▶ _EXERCISE_
For these records, count the lines containing the word "roads" and respond with the number alone.

▶ _DATA FOR PROCESSING_
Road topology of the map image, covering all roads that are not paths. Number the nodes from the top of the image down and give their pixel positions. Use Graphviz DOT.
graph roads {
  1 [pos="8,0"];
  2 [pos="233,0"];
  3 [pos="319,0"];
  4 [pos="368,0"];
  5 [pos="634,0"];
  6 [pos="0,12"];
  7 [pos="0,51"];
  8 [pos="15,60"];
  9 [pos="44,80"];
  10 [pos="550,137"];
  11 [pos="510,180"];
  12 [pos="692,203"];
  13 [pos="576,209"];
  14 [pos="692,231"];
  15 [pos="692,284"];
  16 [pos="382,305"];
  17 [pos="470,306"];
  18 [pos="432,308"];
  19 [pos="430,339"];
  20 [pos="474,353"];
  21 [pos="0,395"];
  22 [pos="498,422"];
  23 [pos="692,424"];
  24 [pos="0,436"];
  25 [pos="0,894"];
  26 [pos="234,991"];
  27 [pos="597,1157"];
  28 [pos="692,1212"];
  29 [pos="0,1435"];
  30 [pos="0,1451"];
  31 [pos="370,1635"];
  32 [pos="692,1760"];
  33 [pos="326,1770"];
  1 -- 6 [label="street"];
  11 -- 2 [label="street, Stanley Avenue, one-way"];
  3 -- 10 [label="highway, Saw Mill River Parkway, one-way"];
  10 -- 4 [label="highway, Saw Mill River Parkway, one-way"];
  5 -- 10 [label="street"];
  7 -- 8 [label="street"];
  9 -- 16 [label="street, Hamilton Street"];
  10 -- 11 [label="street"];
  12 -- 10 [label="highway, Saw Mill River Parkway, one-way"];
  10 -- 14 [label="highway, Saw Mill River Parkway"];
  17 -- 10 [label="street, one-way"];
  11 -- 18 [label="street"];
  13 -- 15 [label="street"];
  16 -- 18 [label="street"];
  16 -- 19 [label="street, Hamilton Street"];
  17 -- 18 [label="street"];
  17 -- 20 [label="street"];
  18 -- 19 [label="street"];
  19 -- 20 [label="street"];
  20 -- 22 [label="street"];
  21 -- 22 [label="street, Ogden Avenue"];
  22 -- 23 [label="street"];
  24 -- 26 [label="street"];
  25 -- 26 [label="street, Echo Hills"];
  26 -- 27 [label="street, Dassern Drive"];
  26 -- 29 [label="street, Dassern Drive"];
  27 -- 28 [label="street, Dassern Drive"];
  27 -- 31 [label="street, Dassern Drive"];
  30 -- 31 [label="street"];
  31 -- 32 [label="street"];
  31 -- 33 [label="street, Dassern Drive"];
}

▶ _ANSWER SPACE_
2